Teachers across the country are feeling burned out and depleted, particularly as school coronavirus policies and staffing shortages make their jobs more difficult. According to a survey by the RAND Corporation, almost one-quarter of teachers planned to leave the profession in 2021, and teachers experienced higher rates of work-related stress and depression than other adults.
A recent letter from teachers and staff at a small Vermont public elementary school to their superintendent and school board members echoes the feelings of many public school personnel. "Everybody is stepping up to try to do what is asked of them; everybody is feeling inadequate, exhausted, and defeated much of the time," wrote educators at the Ottauquechee School in Hartford. "Colleagues are questioning whether changing professions is in their best interest."
Rather than abandoning their passion for teaching, some educators are discovering that they can do what they love and avoid the bureaucracy and stress of a conventional classroom by starting their own microschools.

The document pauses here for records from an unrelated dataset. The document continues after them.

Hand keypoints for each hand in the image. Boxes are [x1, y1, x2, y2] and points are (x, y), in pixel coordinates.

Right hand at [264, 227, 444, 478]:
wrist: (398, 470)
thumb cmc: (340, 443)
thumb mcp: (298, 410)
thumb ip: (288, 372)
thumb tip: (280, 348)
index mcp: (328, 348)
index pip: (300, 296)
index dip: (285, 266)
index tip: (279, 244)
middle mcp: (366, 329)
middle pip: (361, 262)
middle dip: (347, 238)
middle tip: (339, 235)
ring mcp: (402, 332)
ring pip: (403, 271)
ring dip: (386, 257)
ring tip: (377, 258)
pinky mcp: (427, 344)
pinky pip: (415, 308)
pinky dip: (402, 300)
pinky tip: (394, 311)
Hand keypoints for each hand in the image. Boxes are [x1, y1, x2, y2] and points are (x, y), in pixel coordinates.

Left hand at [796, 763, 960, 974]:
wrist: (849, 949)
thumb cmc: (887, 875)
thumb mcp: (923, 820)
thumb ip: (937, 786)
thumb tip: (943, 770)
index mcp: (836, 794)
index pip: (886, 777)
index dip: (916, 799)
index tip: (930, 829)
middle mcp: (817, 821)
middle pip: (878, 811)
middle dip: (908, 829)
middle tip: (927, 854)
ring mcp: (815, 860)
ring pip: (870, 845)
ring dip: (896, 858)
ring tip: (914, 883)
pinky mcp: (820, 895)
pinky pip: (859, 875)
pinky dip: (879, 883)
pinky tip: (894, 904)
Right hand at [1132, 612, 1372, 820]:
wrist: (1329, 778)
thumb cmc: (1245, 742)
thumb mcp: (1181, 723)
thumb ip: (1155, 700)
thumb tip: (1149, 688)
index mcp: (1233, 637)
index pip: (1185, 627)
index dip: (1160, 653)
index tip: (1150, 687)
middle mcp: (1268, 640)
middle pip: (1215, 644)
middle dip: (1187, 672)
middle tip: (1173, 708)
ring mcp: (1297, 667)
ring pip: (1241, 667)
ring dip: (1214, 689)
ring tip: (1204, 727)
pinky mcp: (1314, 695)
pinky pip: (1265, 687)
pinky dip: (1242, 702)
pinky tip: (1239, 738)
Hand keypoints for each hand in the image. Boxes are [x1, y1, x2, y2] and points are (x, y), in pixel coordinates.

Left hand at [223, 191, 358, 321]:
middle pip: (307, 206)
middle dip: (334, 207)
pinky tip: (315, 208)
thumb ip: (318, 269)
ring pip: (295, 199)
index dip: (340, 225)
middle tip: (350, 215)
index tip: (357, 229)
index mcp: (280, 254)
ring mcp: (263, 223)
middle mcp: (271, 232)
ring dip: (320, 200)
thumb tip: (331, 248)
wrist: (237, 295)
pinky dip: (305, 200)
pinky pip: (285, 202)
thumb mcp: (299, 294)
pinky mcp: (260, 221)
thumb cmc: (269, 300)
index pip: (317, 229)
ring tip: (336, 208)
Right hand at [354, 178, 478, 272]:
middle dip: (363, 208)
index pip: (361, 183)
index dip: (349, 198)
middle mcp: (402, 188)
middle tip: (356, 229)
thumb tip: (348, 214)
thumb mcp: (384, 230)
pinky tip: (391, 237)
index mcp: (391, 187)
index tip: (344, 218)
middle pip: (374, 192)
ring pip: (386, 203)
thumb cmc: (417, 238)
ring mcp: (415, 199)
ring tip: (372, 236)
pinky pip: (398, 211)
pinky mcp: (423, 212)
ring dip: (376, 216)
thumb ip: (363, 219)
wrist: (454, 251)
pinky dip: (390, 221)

Microschools are modern twists on the quaint, one-room schoolhouse model, where small, multi-age groups of students learn together in more intimate educational settings, such as private homes, with individualized attention from adult educators and facilitators. Interest in microschools accelerated over the past year, as school shutdowns led parents to consider home-based "pandemic pods" to help their children learn in small, safe groups. Some teachers were recruited to lead pods, while others set out to create their own learning communities and microschool models. These entrepreneurial educators are finding that they have many resources available to them to launch their own innovative schools.